– Задержать бумагу на недельку твой человечек не сможет? Глядишь, японцы ударят – а они ударят, да. Флот они уже вывели. Ты не знал?
– Это, видимо, информация ГРУ, товарищ Сталин? – Берия поджал губы.
– Обиделся? Обиделся, вижу. Обскакали тебя военные. А ты ушами не хлопай. И войну разведок мне тут затевать не смей. Лучше своим сотрудникам хвосты накрути, чтобы у меня на столе всегда два документа были – твой и их, ноздря в ноздрю, да. Так вот. Постарайся по возможности документ задержать. Нападут японцы раньше, чем Рузвельт документ по бомбе подпишет – американцам может не до того стать.

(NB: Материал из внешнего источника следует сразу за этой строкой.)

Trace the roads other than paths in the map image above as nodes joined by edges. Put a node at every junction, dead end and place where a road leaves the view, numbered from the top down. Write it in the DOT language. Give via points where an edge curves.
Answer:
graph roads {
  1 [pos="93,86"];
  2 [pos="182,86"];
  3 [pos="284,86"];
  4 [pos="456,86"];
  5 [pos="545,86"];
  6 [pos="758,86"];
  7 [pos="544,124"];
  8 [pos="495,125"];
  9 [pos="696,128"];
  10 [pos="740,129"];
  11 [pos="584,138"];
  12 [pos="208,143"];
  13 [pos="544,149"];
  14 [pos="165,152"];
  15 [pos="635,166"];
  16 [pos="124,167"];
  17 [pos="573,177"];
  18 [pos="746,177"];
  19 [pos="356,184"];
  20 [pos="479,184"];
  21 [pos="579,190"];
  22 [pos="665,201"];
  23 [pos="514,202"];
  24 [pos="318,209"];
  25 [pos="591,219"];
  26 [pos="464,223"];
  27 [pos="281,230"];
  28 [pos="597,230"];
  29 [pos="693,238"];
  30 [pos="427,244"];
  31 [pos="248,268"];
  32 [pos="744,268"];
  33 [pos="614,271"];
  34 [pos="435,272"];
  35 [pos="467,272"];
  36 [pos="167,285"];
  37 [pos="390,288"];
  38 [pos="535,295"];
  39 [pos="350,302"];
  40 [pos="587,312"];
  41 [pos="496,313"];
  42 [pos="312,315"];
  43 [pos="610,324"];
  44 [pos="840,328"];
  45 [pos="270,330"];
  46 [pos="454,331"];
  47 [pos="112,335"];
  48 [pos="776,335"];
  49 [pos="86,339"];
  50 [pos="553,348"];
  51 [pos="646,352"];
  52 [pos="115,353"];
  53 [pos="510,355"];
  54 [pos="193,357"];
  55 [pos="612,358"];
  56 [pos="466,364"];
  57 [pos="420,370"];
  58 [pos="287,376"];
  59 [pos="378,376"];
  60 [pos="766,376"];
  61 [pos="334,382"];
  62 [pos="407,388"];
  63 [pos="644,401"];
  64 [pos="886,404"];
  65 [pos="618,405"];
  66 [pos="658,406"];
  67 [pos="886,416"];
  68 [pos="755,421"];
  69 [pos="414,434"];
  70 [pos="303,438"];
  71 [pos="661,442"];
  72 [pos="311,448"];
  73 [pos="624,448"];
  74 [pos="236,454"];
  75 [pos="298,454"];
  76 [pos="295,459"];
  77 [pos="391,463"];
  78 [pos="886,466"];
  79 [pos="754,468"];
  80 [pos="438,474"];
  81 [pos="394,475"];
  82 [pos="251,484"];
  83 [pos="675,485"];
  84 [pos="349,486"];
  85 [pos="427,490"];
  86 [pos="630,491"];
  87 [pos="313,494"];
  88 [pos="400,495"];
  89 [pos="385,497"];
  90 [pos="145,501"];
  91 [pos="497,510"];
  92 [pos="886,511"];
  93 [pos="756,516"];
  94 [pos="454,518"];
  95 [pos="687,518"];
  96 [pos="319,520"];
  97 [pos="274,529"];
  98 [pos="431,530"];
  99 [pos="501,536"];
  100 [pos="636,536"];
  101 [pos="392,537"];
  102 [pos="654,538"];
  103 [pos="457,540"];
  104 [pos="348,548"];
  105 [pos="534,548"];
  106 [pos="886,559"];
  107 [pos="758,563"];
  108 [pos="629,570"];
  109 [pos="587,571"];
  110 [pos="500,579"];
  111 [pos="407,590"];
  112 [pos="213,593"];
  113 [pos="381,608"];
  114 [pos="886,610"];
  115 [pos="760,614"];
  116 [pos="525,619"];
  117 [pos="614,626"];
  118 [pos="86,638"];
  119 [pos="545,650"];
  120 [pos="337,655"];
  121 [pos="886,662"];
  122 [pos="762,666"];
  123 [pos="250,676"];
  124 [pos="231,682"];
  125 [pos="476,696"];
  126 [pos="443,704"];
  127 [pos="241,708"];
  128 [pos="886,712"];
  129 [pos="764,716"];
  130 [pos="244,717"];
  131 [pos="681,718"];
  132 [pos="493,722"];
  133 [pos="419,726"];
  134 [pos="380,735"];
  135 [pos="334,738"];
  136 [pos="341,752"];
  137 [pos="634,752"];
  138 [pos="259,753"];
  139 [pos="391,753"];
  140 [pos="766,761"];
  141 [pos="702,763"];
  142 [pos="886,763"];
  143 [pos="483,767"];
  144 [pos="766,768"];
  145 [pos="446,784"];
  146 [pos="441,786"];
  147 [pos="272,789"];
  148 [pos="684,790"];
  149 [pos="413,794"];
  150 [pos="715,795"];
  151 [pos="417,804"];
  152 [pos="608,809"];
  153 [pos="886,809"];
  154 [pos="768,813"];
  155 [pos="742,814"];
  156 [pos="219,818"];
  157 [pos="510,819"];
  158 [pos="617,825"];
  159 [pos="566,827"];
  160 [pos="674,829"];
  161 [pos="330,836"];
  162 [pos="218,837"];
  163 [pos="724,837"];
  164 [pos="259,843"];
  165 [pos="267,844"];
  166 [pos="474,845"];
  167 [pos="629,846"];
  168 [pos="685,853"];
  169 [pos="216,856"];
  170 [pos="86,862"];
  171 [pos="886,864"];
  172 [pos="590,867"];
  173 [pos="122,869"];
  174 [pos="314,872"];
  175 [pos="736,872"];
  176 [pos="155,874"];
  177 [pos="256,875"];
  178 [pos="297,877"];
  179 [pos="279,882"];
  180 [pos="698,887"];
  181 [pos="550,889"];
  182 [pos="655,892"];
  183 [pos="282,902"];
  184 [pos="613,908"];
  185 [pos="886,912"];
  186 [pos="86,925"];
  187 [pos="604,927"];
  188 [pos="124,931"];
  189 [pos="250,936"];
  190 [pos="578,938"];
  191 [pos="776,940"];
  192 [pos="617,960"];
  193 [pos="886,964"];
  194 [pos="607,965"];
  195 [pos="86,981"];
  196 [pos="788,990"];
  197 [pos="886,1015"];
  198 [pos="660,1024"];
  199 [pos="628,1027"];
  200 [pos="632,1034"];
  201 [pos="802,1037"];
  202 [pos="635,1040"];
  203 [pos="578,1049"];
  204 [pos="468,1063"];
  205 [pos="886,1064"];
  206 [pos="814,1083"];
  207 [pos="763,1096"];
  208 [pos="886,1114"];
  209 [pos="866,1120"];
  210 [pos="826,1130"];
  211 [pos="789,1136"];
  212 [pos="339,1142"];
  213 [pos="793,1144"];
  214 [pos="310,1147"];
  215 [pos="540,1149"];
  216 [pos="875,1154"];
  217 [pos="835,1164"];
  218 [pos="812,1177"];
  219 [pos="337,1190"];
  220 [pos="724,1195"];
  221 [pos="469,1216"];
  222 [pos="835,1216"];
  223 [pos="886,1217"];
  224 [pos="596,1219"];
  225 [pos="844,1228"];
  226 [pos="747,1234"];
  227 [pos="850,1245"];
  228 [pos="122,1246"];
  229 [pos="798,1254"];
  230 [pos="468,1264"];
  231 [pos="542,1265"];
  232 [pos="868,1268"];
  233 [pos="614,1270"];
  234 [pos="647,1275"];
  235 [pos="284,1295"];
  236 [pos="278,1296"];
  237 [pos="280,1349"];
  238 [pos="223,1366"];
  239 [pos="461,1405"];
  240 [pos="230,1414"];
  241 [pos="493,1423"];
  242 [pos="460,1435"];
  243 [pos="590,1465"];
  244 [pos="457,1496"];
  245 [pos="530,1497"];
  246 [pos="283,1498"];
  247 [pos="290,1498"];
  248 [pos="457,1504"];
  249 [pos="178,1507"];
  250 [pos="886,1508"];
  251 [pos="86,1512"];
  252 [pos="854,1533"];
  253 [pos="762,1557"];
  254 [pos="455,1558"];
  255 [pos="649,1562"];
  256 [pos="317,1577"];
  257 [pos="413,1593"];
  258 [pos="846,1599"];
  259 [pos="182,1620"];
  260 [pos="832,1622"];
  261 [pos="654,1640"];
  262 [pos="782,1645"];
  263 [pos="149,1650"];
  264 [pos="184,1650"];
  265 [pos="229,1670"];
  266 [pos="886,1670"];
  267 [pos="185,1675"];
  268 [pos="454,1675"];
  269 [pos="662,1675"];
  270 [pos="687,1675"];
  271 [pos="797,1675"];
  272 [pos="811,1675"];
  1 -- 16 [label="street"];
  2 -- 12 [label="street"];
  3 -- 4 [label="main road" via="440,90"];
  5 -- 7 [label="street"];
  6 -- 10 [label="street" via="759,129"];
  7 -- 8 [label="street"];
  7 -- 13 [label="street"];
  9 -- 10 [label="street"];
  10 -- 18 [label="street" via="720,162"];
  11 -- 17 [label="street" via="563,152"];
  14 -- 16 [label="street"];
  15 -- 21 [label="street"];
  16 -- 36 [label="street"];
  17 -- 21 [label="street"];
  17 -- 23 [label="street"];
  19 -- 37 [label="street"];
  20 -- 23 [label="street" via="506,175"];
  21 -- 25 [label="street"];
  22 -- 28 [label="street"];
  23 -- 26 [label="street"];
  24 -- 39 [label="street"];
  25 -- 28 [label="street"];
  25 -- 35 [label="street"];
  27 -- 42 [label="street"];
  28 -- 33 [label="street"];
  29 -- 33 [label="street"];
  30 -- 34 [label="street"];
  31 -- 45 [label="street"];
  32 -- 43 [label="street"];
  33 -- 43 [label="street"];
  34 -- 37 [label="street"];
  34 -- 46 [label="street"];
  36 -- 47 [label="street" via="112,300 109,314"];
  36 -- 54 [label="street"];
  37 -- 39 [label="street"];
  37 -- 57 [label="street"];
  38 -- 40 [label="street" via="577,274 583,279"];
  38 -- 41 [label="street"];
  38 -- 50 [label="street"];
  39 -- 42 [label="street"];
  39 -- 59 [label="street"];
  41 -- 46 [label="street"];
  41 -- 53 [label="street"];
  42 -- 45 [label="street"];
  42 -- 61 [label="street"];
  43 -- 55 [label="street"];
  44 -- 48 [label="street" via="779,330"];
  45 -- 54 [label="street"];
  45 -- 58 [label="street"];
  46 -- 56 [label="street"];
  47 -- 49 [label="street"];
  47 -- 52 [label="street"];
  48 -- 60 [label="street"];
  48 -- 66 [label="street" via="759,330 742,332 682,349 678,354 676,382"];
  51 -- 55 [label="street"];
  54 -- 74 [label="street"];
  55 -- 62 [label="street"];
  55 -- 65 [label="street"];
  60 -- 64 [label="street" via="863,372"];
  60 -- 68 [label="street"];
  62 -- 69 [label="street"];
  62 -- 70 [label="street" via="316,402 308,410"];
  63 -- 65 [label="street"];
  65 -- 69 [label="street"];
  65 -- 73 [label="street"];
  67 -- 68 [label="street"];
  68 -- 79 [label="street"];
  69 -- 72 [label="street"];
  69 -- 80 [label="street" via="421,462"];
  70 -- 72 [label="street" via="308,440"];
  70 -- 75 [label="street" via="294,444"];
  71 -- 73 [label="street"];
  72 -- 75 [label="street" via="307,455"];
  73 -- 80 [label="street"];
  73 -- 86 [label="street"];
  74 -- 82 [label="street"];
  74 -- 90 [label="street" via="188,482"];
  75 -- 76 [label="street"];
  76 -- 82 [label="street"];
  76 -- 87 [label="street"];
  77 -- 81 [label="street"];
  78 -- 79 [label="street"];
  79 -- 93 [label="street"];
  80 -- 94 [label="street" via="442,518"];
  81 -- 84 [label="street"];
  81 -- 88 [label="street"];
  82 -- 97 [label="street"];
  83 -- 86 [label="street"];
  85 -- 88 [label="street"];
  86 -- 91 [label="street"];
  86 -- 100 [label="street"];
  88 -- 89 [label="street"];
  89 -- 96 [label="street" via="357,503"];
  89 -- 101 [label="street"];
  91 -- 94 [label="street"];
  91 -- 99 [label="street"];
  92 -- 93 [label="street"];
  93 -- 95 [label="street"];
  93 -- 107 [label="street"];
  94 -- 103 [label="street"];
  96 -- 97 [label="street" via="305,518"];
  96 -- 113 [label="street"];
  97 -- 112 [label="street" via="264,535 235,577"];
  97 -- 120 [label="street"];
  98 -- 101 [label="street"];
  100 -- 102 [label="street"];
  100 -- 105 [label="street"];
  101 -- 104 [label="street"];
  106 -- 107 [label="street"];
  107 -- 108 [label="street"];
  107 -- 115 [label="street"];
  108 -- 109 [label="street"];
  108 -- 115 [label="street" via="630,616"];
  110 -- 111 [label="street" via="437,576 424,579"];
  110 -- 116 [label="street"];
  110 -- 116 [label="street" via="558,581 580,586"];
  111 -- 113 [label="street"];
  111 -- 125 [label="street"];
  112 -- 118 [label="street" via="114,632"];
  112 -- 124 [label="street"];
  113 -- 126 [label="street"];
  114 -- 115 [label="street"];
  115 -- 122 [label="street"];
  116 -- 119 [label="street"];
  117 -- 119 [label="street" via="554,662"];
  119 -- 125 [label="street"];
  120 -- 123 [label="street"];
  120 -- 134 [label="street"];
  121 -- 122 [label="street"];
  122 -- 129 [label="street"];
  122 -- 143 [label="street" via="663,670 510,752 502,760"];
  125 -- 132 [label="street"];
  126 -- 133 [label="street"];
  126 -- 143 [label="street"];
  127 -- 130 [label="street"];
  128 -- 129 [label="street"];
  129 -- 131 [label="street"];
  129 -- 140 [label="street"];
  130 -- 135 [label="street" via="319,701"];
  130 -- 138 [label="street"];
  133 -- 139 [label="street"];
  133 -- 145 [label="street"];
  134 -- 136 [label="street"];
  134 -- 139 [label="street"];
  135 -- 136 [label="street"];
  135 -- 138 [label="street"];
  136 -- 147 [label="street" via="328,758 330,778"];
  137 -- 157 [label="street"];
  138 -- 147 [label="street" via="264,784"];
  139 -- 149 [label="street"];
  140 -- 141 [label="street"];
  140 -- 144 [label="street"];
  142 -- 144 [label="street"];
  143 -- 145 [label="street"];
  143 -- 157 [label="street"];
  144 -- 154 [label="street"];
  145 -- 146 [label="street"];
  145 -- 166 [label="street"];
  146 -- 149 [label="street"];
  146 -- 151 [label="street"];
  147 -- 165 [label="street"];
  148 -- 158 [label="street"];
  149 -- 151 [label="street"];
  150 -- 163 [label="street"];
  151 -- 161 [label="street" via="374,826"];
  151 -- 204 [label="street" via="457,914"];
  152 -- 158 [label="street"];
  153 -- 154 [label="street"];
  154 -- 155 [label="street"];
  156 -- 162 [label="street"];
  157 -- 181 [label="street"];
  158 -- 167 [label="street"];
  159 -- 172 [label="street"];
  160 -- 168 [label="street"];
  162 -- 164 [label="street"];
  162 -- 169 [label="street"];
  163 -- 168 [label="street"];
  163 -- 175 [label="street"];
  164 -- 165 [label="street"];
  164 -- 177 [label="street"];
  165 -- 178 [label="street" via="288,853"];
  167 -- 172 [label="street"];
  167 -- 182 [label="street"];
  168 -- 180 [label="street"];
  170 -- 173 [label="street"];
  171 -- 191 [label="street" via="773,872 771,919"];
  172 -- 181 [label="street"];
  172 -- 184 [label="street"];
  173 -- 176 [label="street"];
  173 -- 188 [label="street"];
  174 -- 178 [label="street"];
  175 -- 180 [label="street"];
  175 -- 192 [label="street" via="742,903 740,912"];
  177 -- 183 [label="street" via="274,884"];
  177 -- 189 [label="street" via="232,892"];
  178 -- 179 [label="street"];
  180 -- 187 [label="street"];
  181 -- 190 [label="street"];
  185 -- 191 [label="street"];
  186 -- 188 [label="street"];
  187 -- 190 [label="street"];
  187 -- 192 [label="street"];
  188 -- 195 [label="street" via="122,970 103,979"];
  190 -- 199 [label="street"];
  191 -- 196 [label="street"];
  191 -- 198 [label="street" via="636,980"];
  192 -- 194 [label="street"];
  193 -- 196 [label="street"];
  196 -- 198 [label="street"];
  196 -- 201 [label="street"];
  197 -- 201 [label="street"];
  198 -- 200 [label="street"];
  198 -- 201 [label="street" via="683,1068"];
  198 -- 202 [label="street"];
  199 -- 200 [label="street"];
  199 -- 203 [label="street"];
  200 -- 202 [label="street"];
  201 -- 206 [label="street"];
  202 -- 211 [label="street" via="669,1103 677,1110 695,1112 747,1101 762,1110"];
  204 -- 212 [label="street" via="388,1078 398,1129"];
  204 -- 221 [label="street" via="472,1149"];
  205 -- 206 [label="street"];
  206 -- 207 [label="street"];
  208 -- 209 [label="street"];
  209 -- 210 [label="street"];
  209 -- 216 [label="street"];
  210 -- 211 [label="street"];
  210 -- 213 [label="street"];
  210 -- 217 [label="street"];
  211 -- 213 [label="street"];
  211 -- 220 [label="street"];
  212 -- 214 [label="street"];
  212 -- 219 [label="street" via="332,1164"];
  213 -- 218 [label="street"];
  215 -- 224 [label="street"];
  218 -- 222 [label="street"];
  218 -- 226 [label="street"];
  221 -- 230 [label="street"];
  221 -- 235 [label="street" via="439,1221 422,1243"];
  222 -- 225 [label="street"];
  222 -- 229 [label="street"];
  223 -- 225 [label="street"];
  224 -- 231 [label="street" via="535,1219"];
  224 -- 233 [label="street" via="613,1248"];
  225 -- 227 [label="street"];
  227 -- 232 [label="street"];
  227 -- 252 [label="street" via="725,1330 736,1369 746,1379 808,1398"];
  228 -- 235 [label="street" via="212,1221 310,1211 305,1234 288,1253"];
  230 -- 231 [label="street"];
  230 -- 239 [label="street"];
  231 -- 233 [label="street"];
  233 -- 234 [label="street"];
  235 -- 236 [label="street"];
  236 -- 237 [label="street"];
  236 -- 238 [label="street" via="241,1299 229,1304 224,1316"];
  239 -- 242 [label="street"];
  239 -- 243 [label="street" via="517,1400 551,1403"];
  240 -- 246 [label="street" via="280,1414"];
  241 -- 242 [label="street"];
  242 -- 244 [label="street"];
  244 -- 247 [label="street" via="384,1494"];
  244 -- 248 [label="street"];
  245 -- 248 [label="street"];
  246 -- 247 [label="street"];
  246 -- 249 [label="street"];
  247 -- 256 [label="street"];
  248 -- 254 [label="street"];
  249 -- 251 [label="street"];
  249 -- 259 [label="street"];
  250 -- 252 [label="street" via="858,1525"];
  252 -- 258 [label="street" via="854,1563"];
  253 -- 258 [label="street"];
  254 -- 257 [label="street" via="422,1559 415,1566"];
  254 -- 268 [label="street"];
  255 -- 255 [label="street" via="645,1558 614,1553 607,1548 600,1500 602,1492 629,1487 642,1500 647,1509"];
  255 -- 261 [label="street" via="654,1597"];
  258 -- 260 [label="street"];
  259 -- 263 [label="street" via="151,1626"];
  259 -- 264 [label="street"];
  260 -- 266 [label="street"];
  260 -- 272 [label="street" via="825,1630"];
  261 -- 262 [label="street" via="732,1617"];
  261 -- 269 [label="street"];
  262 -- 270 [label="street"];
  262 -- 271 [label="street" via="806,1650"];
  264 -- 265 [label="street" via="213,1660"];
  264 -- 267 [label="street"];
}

– Задержать документ… Не уверен, товарищ Сталин. Времени в обрез. И риск. Но попробуем.
– Не зарывайся. Если есть вероятность засветиться и испортить отношения – лучше не рискуй. Американское оборудование и материалы для нас важнее. Лучше пусть у нас появится своя корова, чем у соседа сдохнет. И еще… – Сталин не договорил, требовательно затрещал телефон.
– Да. У аппарата. Что? Как допустили? Понятно. Товарищ Константинов. Вы понимаете, что вы должны предотвратить прорыв любой ценой? Понимаете? Действуйте.
И, уже обращаясь, к Берии, сухо проинформировал:
– Прорвались, гады. Нашли проходимый участок вне дорог и прорвались. Еще двадцать километров – и все пойдет к чертям собачьим.
* * *
Застигнутая на марше артиллерия является законной добычей танков.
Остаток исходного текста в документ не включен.